地域づくりから始める生活困窮者自立支援

 3月27日、2015年度から本格実施される生活困窮者自立支援事業に備え、「神奈川県生活困窮者自立相談支援事業2013年度研修」が行われ、自治体職員、民間団体、議員など多くの参加がありました。学習会では、厚生労働省援護局地域福祉課生活困窮者自立支援室長熊木正人氏の基調講演、県のモデル事業の説明、続いてモデル事業の委託を受けている「インクルージョンネットよこはま」から支援事例報告がありました。

 熊木さんからは、新たな制度は生活困窮者の「自立と尊厳」そして「つながりの再構築」すなわち目標の一つが「地域づくり」と強調され、3つの支援「包括的・個別的な支援」「早期的・継続的な支援」「分割的・創造的な支援」が示されました。生活保護受給者は、終戦後の混乱期(1951年)を上回り過去最多の215万人を超えました。保護世帯の構成は、「高齢者世帯」「母子世帯」「疾病・障がい者世帯」に比べ「その他の世帯」が10年前の3倍になっています。さらに、福祉事務所来訪者のうち生活保護に至らない事例が高齢者も含め年間約40万人(2011年度推計)とされていますが、その他にも、非正規雇用労働者、年収200万円以下の給与所得者の増加、ニートが約60万人(2013年度)、引きこもり世帯が約26万世帯(2008年度推計)という実態が報告されました。あらためて、リスクを抱えた層が広がりつつある現実に目を向けなければなりません。

 生活困窮者自立支援事業のうち、必須事業(国庫負担3/4)とされるのが、『自立相談支援事業』と『住居確保給付金の支給』、任意事業(国庫負担2/3~1/2)が『労働準備支援事業』『一時生活支援事業』『家計相談支援事業』『学習支援事業』『就労訓練事業(中間就労)の認定』とされています。
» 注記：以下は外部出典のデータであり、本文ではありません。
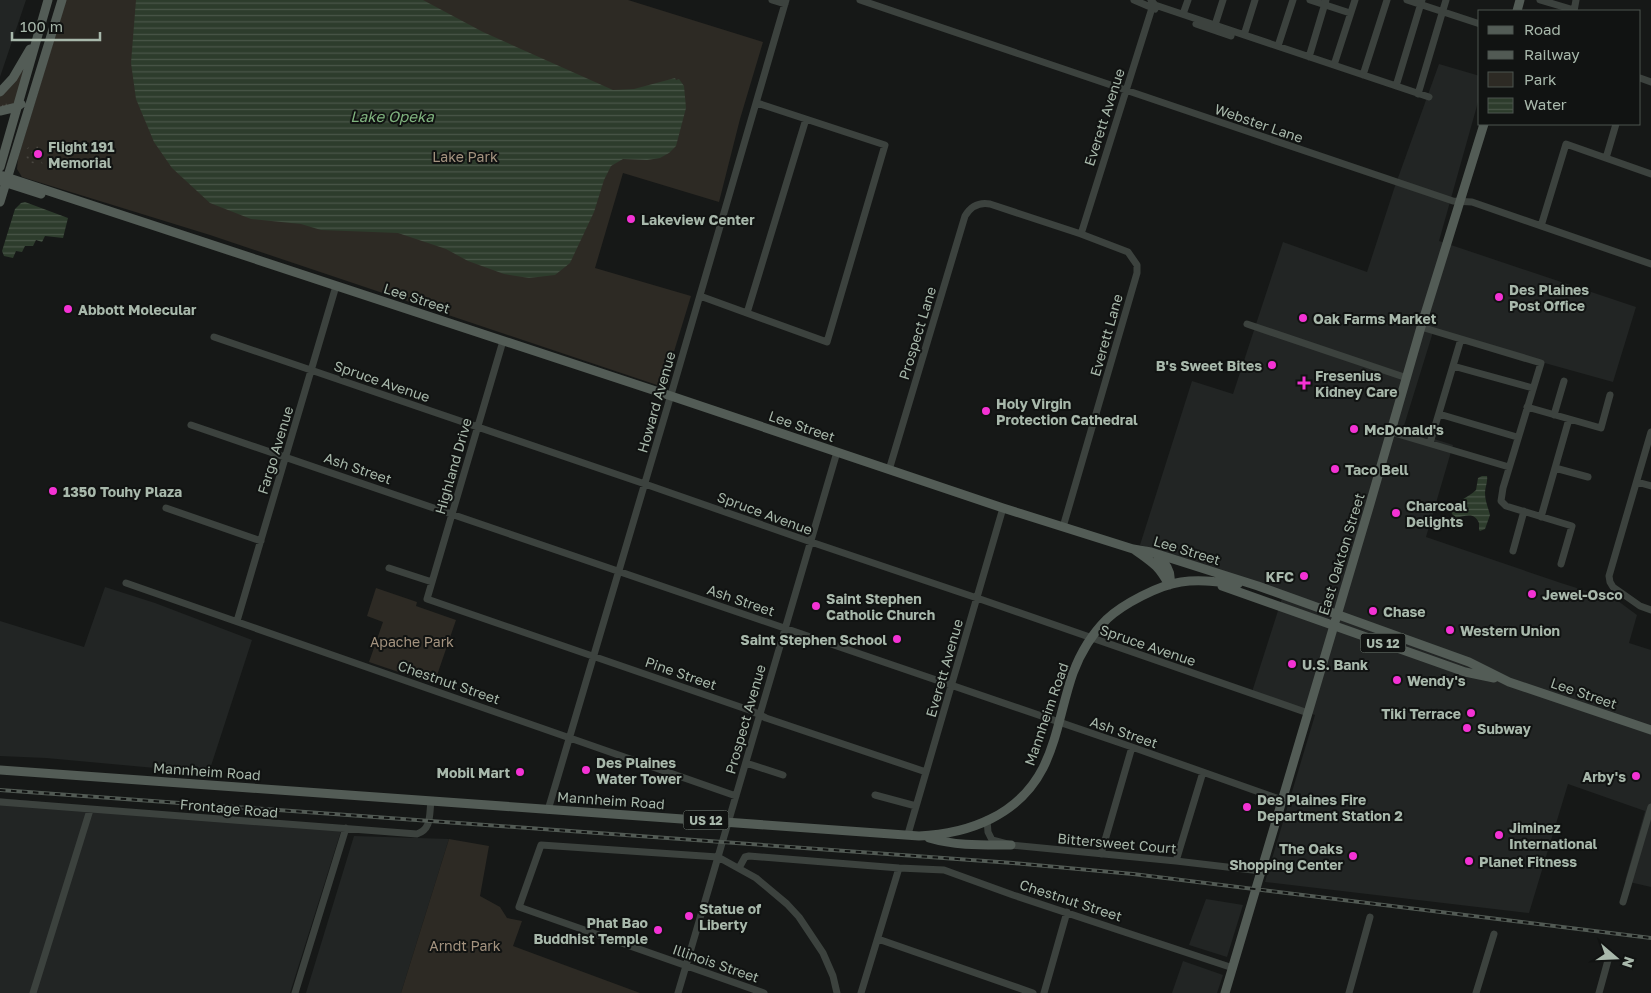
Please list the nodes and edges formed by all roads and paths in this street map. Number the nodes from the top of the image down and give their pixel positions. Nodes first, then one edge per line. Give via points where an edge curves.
1 (48, 0) edge
2 (62, 0) edge
3 (772, 0) edge
4 (860, 0) edge
5 (1134, 0) edge
6 (1151, 0) edge
7 (1188, 0) edge
8 (1222, 0) edge
9 (1255, 0) edge
10 (1293, 0) edge
11 (1310, 0) edge
12 (1354, 0) edge
13 (1386, 0) edge
14 (1407, 0) edge
15 (1446, 0) edge
16 (1540, 0) edge
17 (786, 2) edge
18 (1326, 2) edge
19 (1421, 2) edge
20 (1152, 8) junction
21 (1562, 9) edge
22 (1443, 12) junction
23 (1350, 13) junction
24 (1183, 14) junction
25 (1478, 23) edge
26 (1215, 25) junction
27 (1244, 35) junction
28 (37, 36) junction
29 (1231, 36) dead end
30 (1278, 46) junction
31 (1309, 57) junction
32 (1334, 65) junction
33 (1363, 75) junction
34 (37, 84) junction
35 (1396, 86) junction
36 (1126, 91) junction
37 (0, 92) edge
38 (1418, 94) junction
39 (1429, 97) dead end
40 (757, 103) junction
41 (17, 107) junction
42 (0, 111) edge
43 (806, 119) junction
44 (1484, 125) edge
45 (1616, 125) edge
46 (1606, 158) junction
47 (0, 167) edge
48 (1651, 174) edge
49 (3, 179) edge
50 (0, 202) edge
51 (1460, 202) junction
52 (1541, 226) junction
53 (1081, 234) junction
54 (1651, 264) edge
55 (336, 286) junction
56 (700, 296) junction
57 (747, 313) junction
58 (1246, 324) dead end
59 (1421, 327) junction
60 (214, 337) dead end
61 (1461, 339) junction
62 (503, 341) junction
63 (1453, 366) junction
64 (312, 370) junction
65 (1407, 378) junction
66 (1564, 381) dead end
67 (1533, 388) junction
68 (1610, 395) dead end
69 (671, 396) junction
70 (1527, 407) junction
71 (1439, 414) junction
72 (1554, 415) junction
73 (1569, 419) junction
74 (192, 424) dead end
75 (478, 427) junction
76 (1391, 432) junction
77 (1651, 432) edge
78 (1518, 437) junction
79 (1430, 443) junction
80 (837, 452) junction
81 (286, 456) junction
82 (1509, 467) junction
83 (1555, 468) junction
84 (889, 470) junction
85 (1588, 478) dead end
86 (1637, 482) junction
87 (645, 484) junction
88 (1651, 486) edge
89 (166, 508) dead end
90 (1003, 508) junction
91 (1524, 511) junction
92 (452, 513) junction
93 (1541, 517) junction
94 (1063, 527) junction
95 (261, 540) junction
96 (811, 542) junction
97 (1133, 549) junction
98 (1512, 551) dead end
99 (1151, 552) junction
100 (1561, 564) dead end
101 (389, 568) dead end
102 (619, 571) junction
103 (1208, 581) junction
104 (126, 582) dead end
105 (432, 582) junction
106 (1170, 585) junction
107 (1258, 586) junction
108 (427, 598) joint
109 (977, 598) junction
110 (1651, 610) edge
111 (1337, 615) junction
112 (237, 621) junction
113 (1334, 626) junction
114 (785, 629) junction
115 (1092, 638) junction
116 (594, 656) junction
117 (1509, 682) junction
118 (951, 686) junction
119 (1308, 713) junction
120 (760, 715) junction
121 (1059, 723) junction
122 (1651, 730) edge
123 (569, 738) junction
124 (1132, 747) junction
125 (746, 763) junction
126 (0, 770) edge
127 (926, 772) junction
128 (1203, 772) junction
129 (783, 775) dead end
130 (876, 795) dead end
131 (736, 796) junction
132 (1282, 800) junction
133 (0, 802) edge
134 (431, 802) junction
135 (916, 806) junction
136 (1651, 807) edge
137 (90, 810) junction
138 (548, 810) junction
139 (987, 820) junction
140 (728, 822) junction
141 (346, 828) junction
142 (908, 834) junction
143 (919, 836) junction
144 (1011, 845) junction
145 (1101, 854) junction
146 (718, 857) junction
147 (1176, 861) junction
148 (739, 868) junction
149 (899, 868) junction
150 (1261, 871) junction
151 (1623, 902) dead end
152 (1067, 912) junction
153 (1370, 918) dead end
154 (1494, 934) dead end
155 (878, 939) junction
156 (1610, 953) dead end
157 (686, 966) junction
158 (1233, 968) junction
159 (33, 993) edge
160 (295, 993) edge
161 (678, 993) edge
162 (764, 993) edge
163 (837, 993) edge
164 (861, 993) edge
165 (1033, 993) edge
166 (1044, 993) edge
167 (1225, 993) edge
168 (1349, 993) edge
169 (1476, 993) edge
170 (1598, 993) edge

1 - 28 main road
2 - 34 main road
3 - 17 street
4 - 36 street, Webster Lane
5 - 20 street
6 - 24 street
7 - 24 street
8 - 26 street
9 - 27 street
10 - 30 street
11 - 18 street
12 - 23 street
13 - 33 street
14 - 19 street
15 - 22 street
16 - 21 street
17 - 40 street, Howard Avenue
18 - 23 street
18 - 31 street
19 - 22 street
19 - 35 street
20 - 29 street
20 - 36 street, Everett Avenue
22 - 25 street
22 - 38 street
23 - 32 street
24 - 26 street
26 - 27 street
27 - 30 street
28 - 37 main road via 13,78
28 - 41 main road
30 - 31 street
31 - 32 street
32 - 33 street
33 - 35 street
34 - 41 main road via 31,95
34 - 49 main road
35 - 38 street
36 - 51 street, Webster Lane
36 - 53 street, Everett Avenue
38 - 39 street
40 - 43 street
40 - 56 street, Howard Avenue
41 - 42 main road
41 - 47 main road
43 - 57 street
43 - 57 street via 885,145 827,342
44 - 51 main road, East Oakton Street
45 - 46 street
46 - 48 street
46 - 52 street via 1566,144
49 - 50 main road
49 - 55 main road, Lee Street
51 - 52 street, Webster Lane via 1472,202
51 - 59 main road, East Oakton Street
52 - 54 street, Webster Lane
53 - 84 street, Prospect Lane via 990,204 969,209
53 - 94 street, Everett Lane via 1128,252 1137,264 1137,273
55 - 62 main road, Lee Street
55 - 64 street, Fargo Avenue
56 - 57 street
56 - 69 street, Howard Avenue
58 - 65 street
59 - 61 street
59 - 65 main road, East Oakton Street
60 - 64 street, Spruce Avenue
61 - 63 street
61 - 67 street via 1541,363
62 - 69 main road, Lee Street
62 - 75 street, Highland Drive
63 - 67 street
63 - 71 street
64 - 75 street, Spruce Avenue
64 - 81 street, Fargo Avenue
65 - 76 main road, East Oakton Street
66 - 72 street
67 - 70 street
68 - 73 street via 1601,428
69 - 80 main road, Lee Street
69 - 87 street, Howard Avenue
70 - 72 street
70 - 78 street
71 - 78 street
71 - 79 street
72 - 73 street
73 - 83 street
74 - 81 street, Ash Street
75 - 87 street, Spruce Avenue
75 - 92 street, Highland Drive
76 - 79 street
76 - 111 main road, East Oakton Street
77 - 86 street
78 - 82 street
79 - 82 street
80 - 84 main road, Lee Street
80 - 96 street, Prospect Avenue
81 - 92 street, Ash Street
81 - 95 street, Fargo Avenue
82 - 91 street via 1501,501 1506,506
83 - 85 street
83 - 93 street
84 - 90 main road, Lee Street
86 - 88 street
86 - 110 street via 1609,576 1613,586
87 - 96 street, Spruce Avenue
87 - 102 street, Howard Avenue
89 - 95 street
90 - 94 main road, Lee Street
90 - 109 street, Everett Avenue
91 - 93 street
91 - 98 street
92 - 102 street, Ash Street
92 - 105 street, Highland Drive
93 - 100 street via 1572,526
94 - 97 main road, Lee Street
95 - 112 street, Fargo Avenue
96 - 109 street, Spruce Avenue
96 - 114 street, Prospect Avenue
97 - 99 main road, Lee Street
97 - 106 main road via 1155,564
99 - 106 main road via 1167,566
99 - 107 main road, Lee Street
101 - 105 street
102 - 114 street, Ash Street
102 - 116 street, Howard Avenue
103 - 106 main road, Mannheim Road / US 12
103 - 107 main road, US 12
103 - 113 main road, Lee Street / US 12
104 - 112 street, Chestnut Street
105 - 108 street, Highland Drive
106 - 115 main road, Mannheim Road / US 12 via 1150,591 1109,617
107 - 111 main road, Lee Street / US 12
108 - 116 street, Pine Street
109 - 115 street, Spruce Avenue
109 - 118 street, Everett Avenue
111 - 113 main road, East Oakton Street
111 - 117 main road, Lee Street / US 12 via 1469,662
112 - 123 street, Chestnut Street
113 - 117 main road, Lee Street / US 12 via 1465,672
113 - 119 main road, East Oakton Street
114 - 118 street, Ash Street
114 - 120 street, Prospect Avenue
115 - 119 street, Spruce Avenue
115 - 121 main road, Mannheim Road / US 12 via 1073,673
116 - 120 street, Pine Street
116 - 123 street, Howard Avenue
117 - 122 main road, Lee Street / US 12
118 - 121 street, Ash Street
118 - 127 street, Everett Avenue
119 - 132 main road, East Oakton Street
120 - 125 street, Prospect Avenue
120 - 127 street, Pine Street
121 - 124 street, Ash Street
121 - 139 main road, Mannheim Road / US 12 via 1037,778 1009,808
123 - 131 street, Chestnut Street
123 - 138 street, Howard Avenue
124 - 128 street, Ash Street
124 - 145 street
125 - 129 street
125 - 131 street, Prospect Avenue
126 - 134 main road, Mannheim Road / US 12
127 - 135 street, Everett Avenue
128 - 132 street, Ash Street
128 - 147 street
130 - 135 street
131 - 140 street, Prospect Avenue
132 - 150 main road, East Oakton Street
133 - 137 street, Frontage Road
134 - 138 main road, Mannheim Road / US 12
134 - 141 street, Frontage Road via 427,826 416,834
135 - 142 street, Everett Avenue
136 - 151 street
137 - 141 street, Frontage Road
137 - 159 street
138 - 140 main road, Mannheim Road / US 12
139 - 143 main road, Mannheim Road / US 12 via 954,833
139 - 144 street, Bittersweet Court via 992,840
140 - 142 main road, Mannheim Road / US 12
140 - 146 street, Prospect Avenue
141 - 160 street
142 - 143 main road, Mannheim Road / US 12
143 - 144 main road via 960,844
144 - 145 street, Bittersweet Court
145 - 147 street, Bittersweet Court
146 - 148 street
146 - 157 street, Prospect Avenue
146 - 157 street, Illinois Street via 541,845 519,907
147 - 150 street, Bittersweet Court
148 - 149 street, Chestnut Street via 749,856
148 - 163 street via 773,891 799,917 823,953
149 - 152 street, Chestnut Street via 944,870
149 - 155 street
150 - 158 main road, East Oakton Street
152 - 158 street, Chestnut Street
152 - 166 street
153 - 168 street
154 - 169 street
155 - 164 street
155 - 165 street
156 - 170 street
157 - 161 street, Prospect Avenue
157 - 162 street, Illinois Street
158 - 167 main road, East Oakton Street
働くことを望みながら仕事に付けない、就労に結びつかなくては安定した生活が送れないといった課題があるにも関わらず、『労働準備支援事業』『就労訓練事業(中間就労)の認定』は必須事業とされていませんが、これは、事業の担い手や進め方を具体的に構想できていないことの表れではないでしょうか。自治体の取組みにおいても「必須事業ではないから」と消極的な姿勢が見られます。
 実際、モデル事業に取組む自治体は全国で68、県内では県と3つの政令市の取組みに留まっています。質疑応答では、自治体職員から、生活保護法との兼ね合いや予想される相談数、解決(支援終了)にいたるまでの期間についての質問も出され、これまで自治体としての取組めなかった分野の事業イメージを掴みかねている様子もうかがえました。
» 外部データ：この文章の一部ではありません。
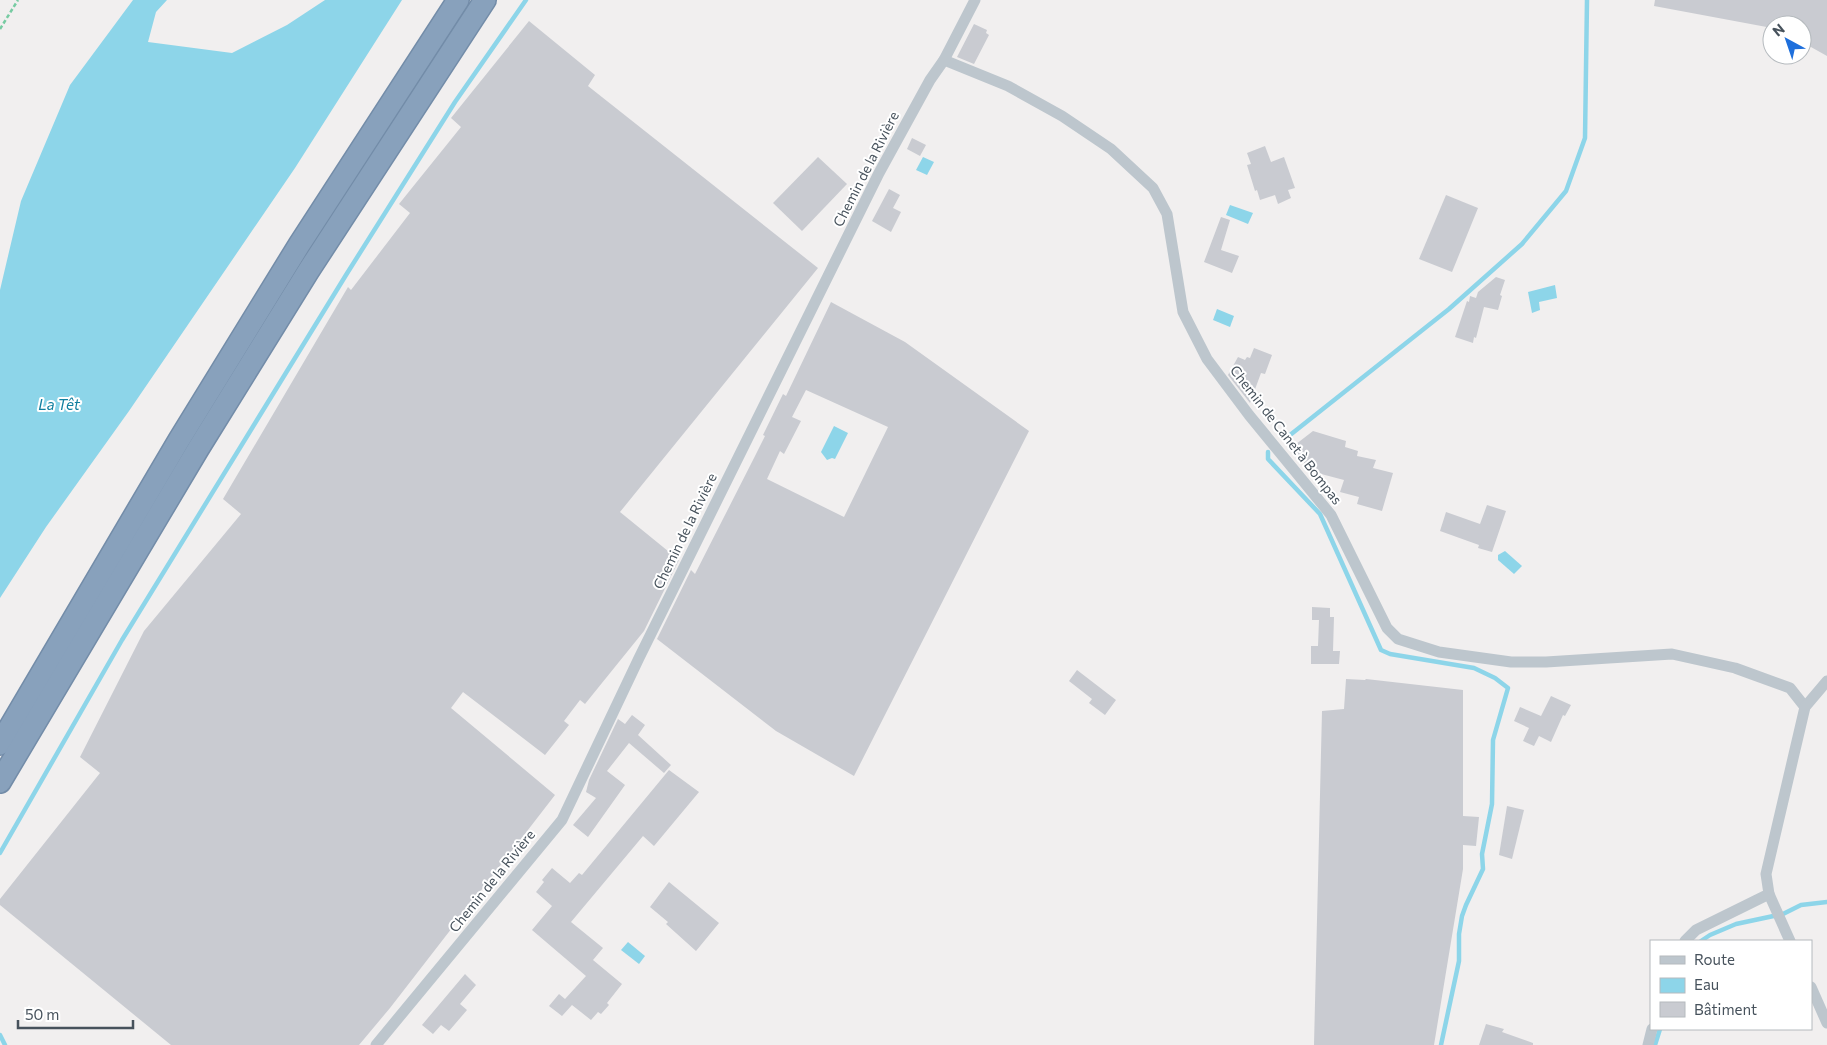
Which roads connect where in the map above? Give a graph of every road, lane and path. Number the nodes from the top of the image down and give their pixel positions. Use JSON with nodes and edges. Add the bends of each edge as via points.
{"nodes":[{"id":1,"x":18,"y":0,"type":"edge"},
{"id":2,"x":458,"y":0,"type":"edge"},
{"id":3,"x":485,"y":0,"type":"edge"},
{"id":4,"x":975,"y":0,"type":"edge"},
{"id":5,"x":0,"y":30,"type":"edge"},
{"id":6,"x":944,"y":60,"type":"junction"},
{"id":7,"x":1827,"y":682,"type":"edge"},
{"id":8,"x":1805,"y":707,"type":"junction"},
{"id":9,"x":0,"y":744,"type":"edge"},
{"id":10,"x":0,"y":782,"type":"edge"},
{"id":11,"x":1769,"y":894,"type":"junction"},
{"id":12,"x":1686,"y":940,"type":"edge"},
{"id":13,"x":1790,"y":940,"type":"edge"},
{"id":14,"x":1812,"y":989,"type":"edge"},
{"id":15,"x":1827,"y":1023,"type":"edge"},
{"id":16,"x":1652,"y":1030,"type":"edge"},
{"id":17,"x":376,"y":1045,"type":"edge"},
{"id":18,"x":1648,"y":1045,"type":"edge"}],
"edges":[{"from":1,"to":5,"type":"path"},
{"from":2,"to":9,"type":"highway","via":[[299,245]]},
{"from":3,"to":10,"type":"highway","via":[[299,286]]},
{"from":4,"to":6,"type":"street","name":"Chemin de la Rivière"},
{"from":6,"to":8,"type":"street","name":"Chemin de Canet à Bompas","via":[[1008,86],[1062,116],[1111,149],[1153,188],[1167,214],[1183,312],[1207,358],[1331,515],[1387,628],[1398,639],[1439,652],[1511,662],[1672,654],[1735,668],[1790,688]]},
{"from":6,"to":17,"type":"street","name":"Chemin de la Rivière","via":[[879,173],[562,820]]},
{"from":7,"to":8,"type":"street"},
{"from":8,"to":11,"type":"street","via":[[1766,874]]},
{"from":11,"to":12,"type":"street","via":[[1696,930]]},
{"from":11,"to":13,"type":"street"},
{"from":14,"to":15,"type":"street"},
{"from":16,"to":18,"type":"street"}]}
 インクルージョンネットよこははから報告された3つの事例は、どれも経済的な側面だけでなく、虐待やDV、病気、障がい、言葉のハンディ、教育問題などいくつもの要因が重なり合う困窮者の状況を伝えていました。相談員は、当事者が納得して動けるよう一つ一つ不安を解消しプランを立て、地域の中のさまざまな機関もそれぞれの役割を果たしながら連携することで包括的な支援を展開しており、縦割りの制度を繋げる役割を果たしています。

 生活困窮者自立支援法に謳われているように、生活を重層的に支えるセーフティネットの構築をめざし官民協働による地域の支援体制を構築することは重要な取組みでありその方向性も間違っていないと思います。国が言っているような「地域づくり」を絵に描いた餅にさせないためにも、一つひとつの事例にきちんと向き合い、横断的な体制で課題解決に取組む姿勢が求められます。私たちも、引き続き、ボトムアップの視点を持って、福祉現場や中間的就労の場から新たな事業のあり方を検証していきます。